#### Exercise prompt
Below are the records; locate each line with the word "CACHARELA" and copy it.

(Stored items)
--------------------------------------------------
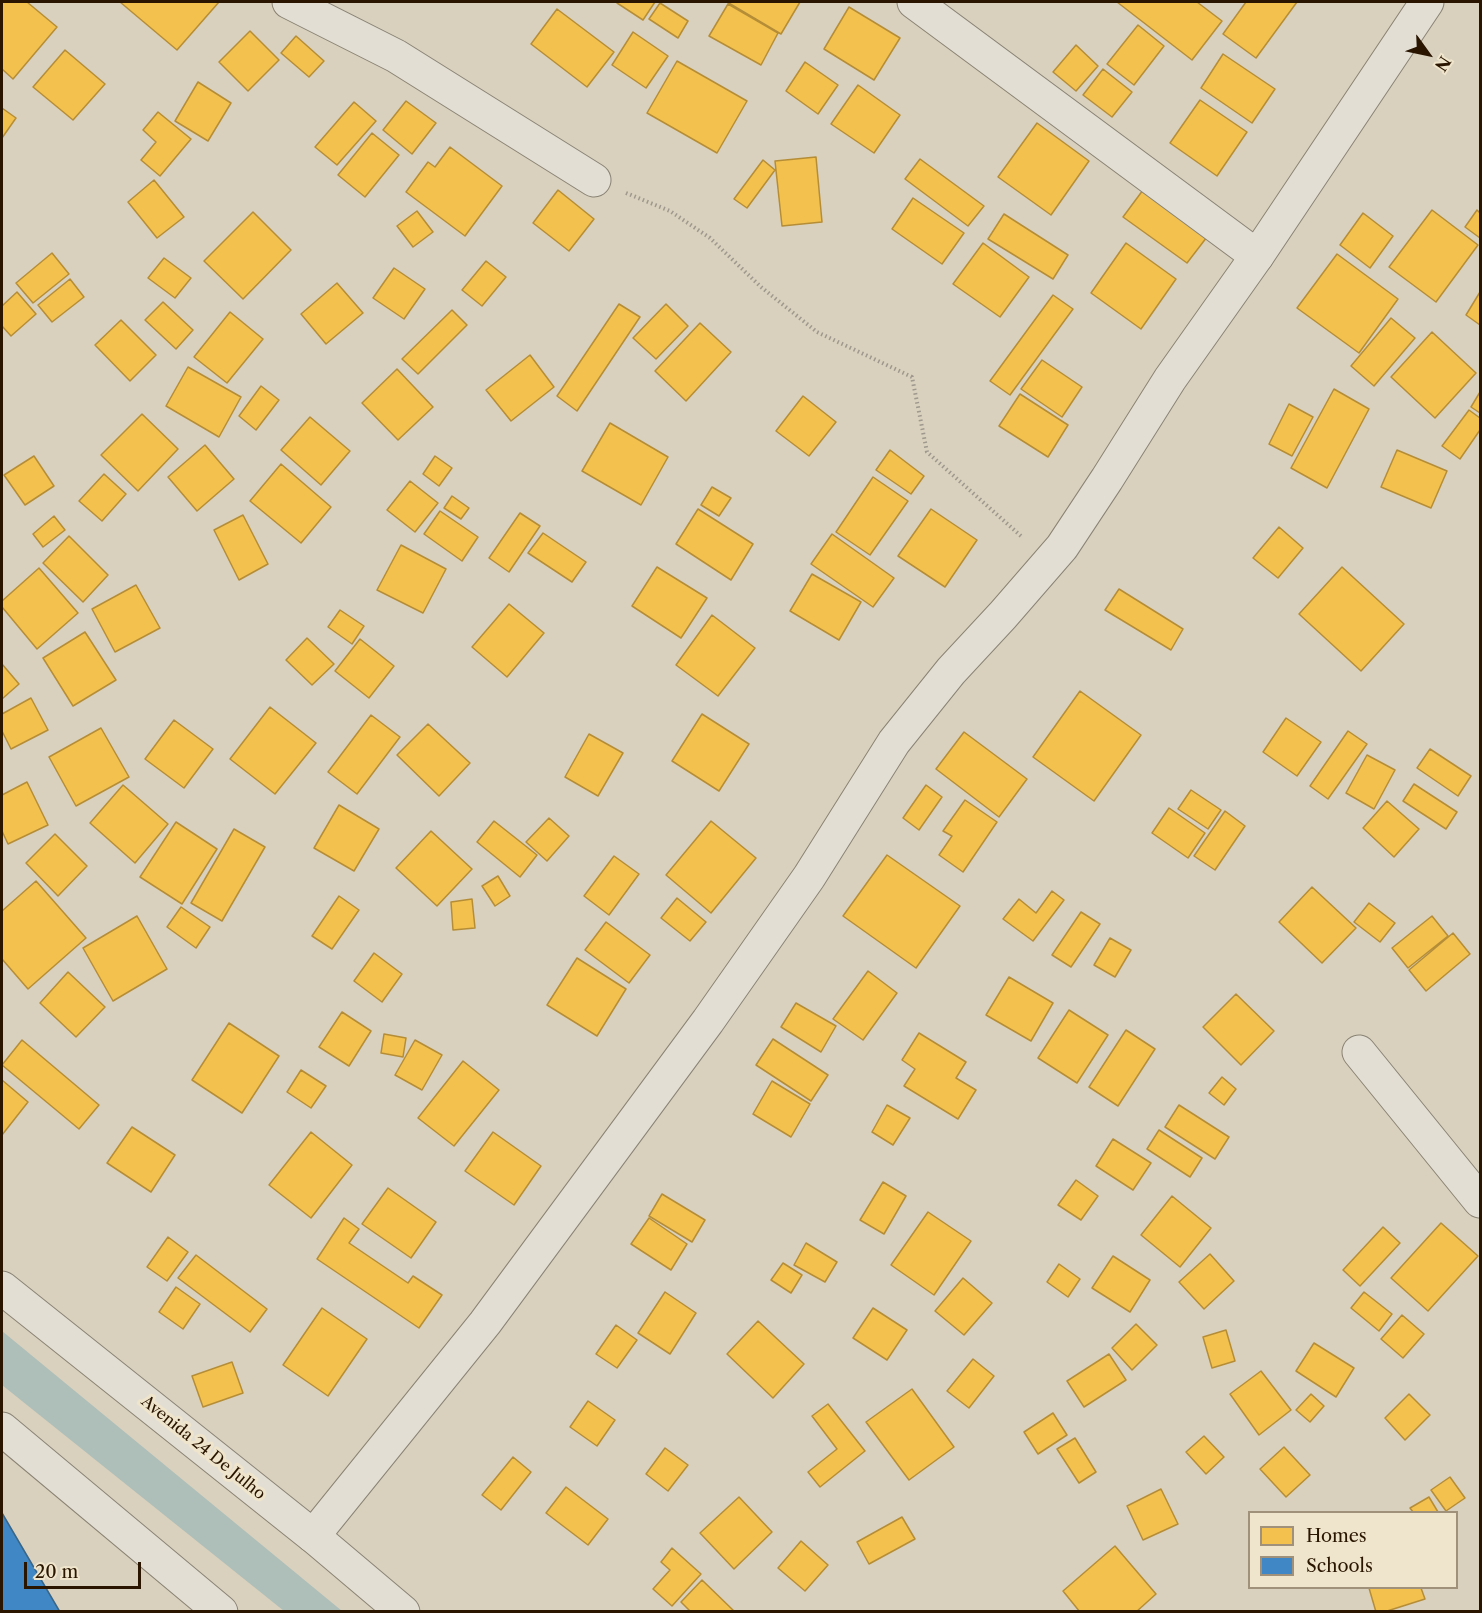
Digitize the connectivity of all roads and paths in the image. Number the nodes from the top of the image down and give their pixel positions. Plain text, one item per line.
1 (289, 2) edge
2 (914, 2) edge
3 (1427, 2) edge
4 (594, 180) joint
5 (1257, 256) junction
6 (1049, 561) junction
7 (1359, 1052) dead end
8 (1480, 1201) edge
9 (2, 1288) edge
10 (2, 1429) edge
11 (313, 1536) junction
12 (221, 1611) edge
13 (403, 1611) edge

1 - 4 street
2 - 5 street
3 - 5 street
4 - 6 path
5 - 6 street
6 - 11 street
7 - 8 street
9 - 11 street, Avenida 24 De Julho
10 - 12 street
11 - 13 street, Avenida 24 De Julho

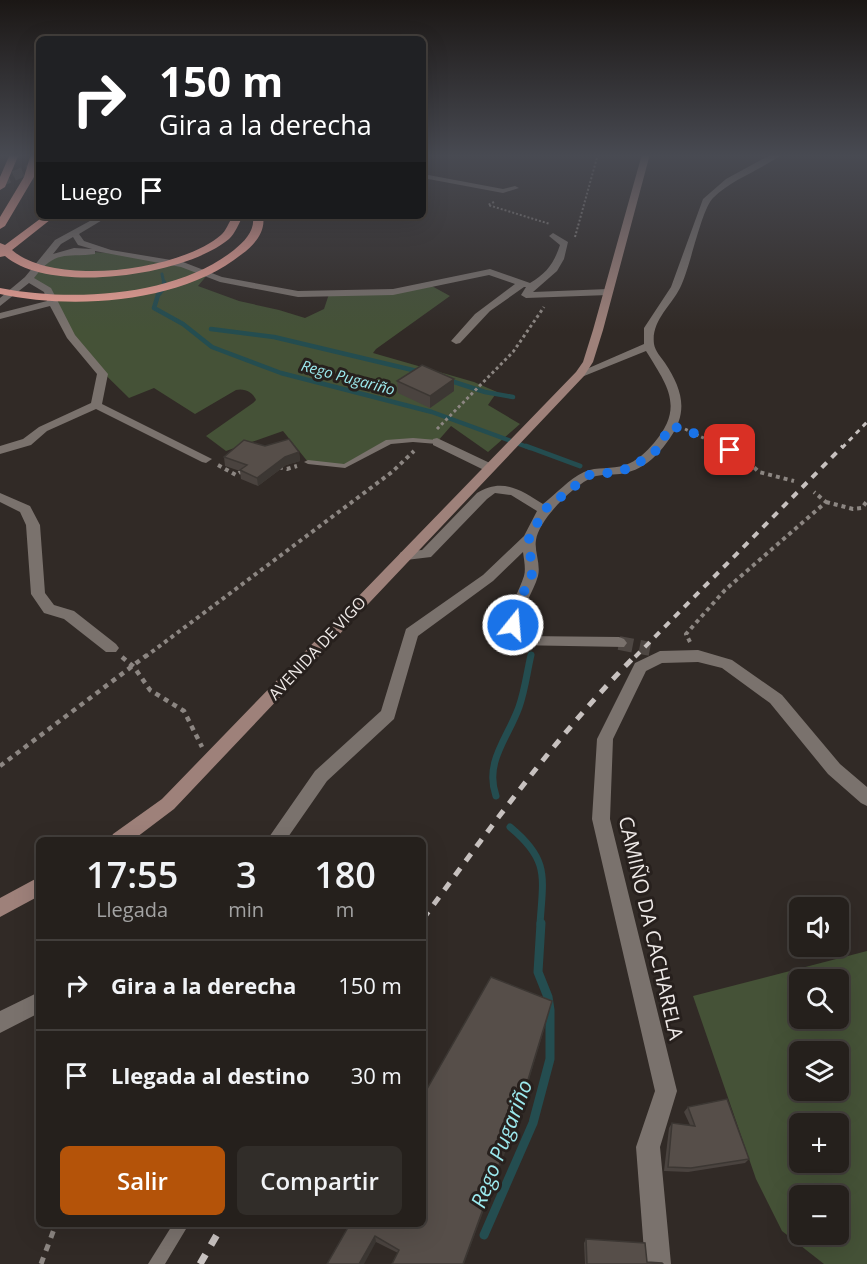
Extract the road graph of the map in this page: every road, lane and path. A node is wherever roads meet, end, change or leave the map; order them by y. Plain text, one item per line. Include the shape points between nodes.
1 (8, 213) edge
2 (513, 213) edge
3 (580, 213) edge
4 (630, 213) edge
5 (702, 213) edge
6 (36, 214) edge
7 (46, 219) edge
8 (99, 219) edge
9 (237, 219) edge
10 (258, 219) edge
11 (0, 226) edge
12 (74, 232) junction
13 (553, 236) joint
14 (574, 241) dead end
15 (0, 244) edge
16 (107, 252) junction
17 (0, 254) edge
18 (45, 259) junction
19 (28, 279) junction
20 (527, 284) junction
21 (0, 291) edge
22 (608, 292) junction
23 (53, 302) junction
24 (548, 302) dead end
25 (0, 303) edge
26 (0, 316) edge
27 (456, 341) dead end
28 (649, 346) junction
29 (580, 374) junction
30 (96, 405) junction
31 (670, 426) junction
32 (436, 437) junction
33 (418, 448) dead end
34 (0, 450) edge
35 (207, 459) joint
36 (308, 462) joint
37 (491, 464) junction
38 (274, 465) edge
39 (245, 469) edge
40 (794, 481) dead end
41 (813, 492) dead end
42 (0, 497) edge
43 (867, 501) edge
44 (826, 502) junction
45 (544, 510) junction
46 (529, 539) junction
47 (406, 555) junction
48 (619, 643) tunnel mouth
49 (111, 648) joint
50 (650, 649) tunnel mouth
51 (698, 656) junction
52 (134, 667) junction
53 (213, 759) junction
54 (0, 766) edge
55 (867, 798) edge
56 (123, 837) edge
57 (278, 837) edge
58 (36, 888) edge
59 (0, 908) edge
60 (36, 1004) edge
61 (0, 1022) edge
62 (55, 1227) edge
63 (180, 1227) edge
64 (41, 1264) edge
65 (156, 1264) edge
66 (658, 1264) edge

1 - 11 highway
2 - 13 path via 555,226 545,232
3 - 14 path
4 - 22 main road
5 - 28 street via 676,287 649,328
6 - 15 highway
7 - 17 highway
8 - 12 street
9 - 15 highway via 223,239 201,252 124,273 79,274 36,268 15,260
10 - 21 highway via 252,240 236,255 209,271 162,287 78,298
12 - 16 street via 81,243
12 - 18 street via 58,242
13 - 20 street via 565,244 561,256 550,275
16 - 18 street via 74,251
16 - 20 street via 183,265 220,279 313,295 393,292 490,272
18 - 19 street
19 - 23 street via 48,290
19 - 25 street
20 - 22 street via 526,295
20 - 27 street via 501,297 469,324
22 - 29 main road via 588,362
23 - 26 street
23 - 30 street via 74,344 103,374
24 - 32 path via 513,352
28 - 29 street
28 - 31 street via 673,386 677,402
29 - 37 main road, AVENIDA DE VIGO
30 - 34 street via 43,429 27,442
30 - 35 street
31 - 40 path via 742,456 759,472
31 - 45 street via 658,449 633,467 589,475
32 - 36 lane via 389,442 345,466
32 - 37 street
33 - 52 path via 392,472
35 - 39 path via 236,475
36 - 38 path via 287,469
37 - 47 main road, AVENIDA DE VIGO
41 - 44 path
42 - 49 street via 25,509 33,525 38,594 49,609 69,615
43 - 44 path via 862,508 853,509
44 - 51 path via 725,590 686,634
45 - 46 street
45 - 47 street via 514,492 493,489 426,554
46 - 48 street via 532,574 513,625 518,641
46 - 57 street via 488,578 411,633 388,714 321,776
47 - 53 main road, AVENIDA DE VIGO
49 - 52 path
50 - 51 street, CAMIÑO DA CACHARELA
51 - 55 street, CAMIÑO DA CACHARELA via 727,664 776,699 834,769
51 - 66 street, CAMIÑO DA CACHARELA via 660,657 640,667 605,739 601,819 666,1091 648,1147
52 - 53 path via 150,690 184,711 198,743
52 - 54 path
53 - 56 main road, AVENIDA DE VIGO via 168,804
58 - 59 main road
60 - 61 street
62 - 64 path
63 - 65 lane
--------------------------------------------------
#### Solved problem
50 - 51 street, CAMIÑO DA CACHARELA
51 - 55 street, CAMIÑO DA CACHARELA via 727,664 776,699 834,769
51 - 66 street, CAMIÑO DA CACHARELA via 660,657 640,667 605,739 601,819 666,1091 648,1147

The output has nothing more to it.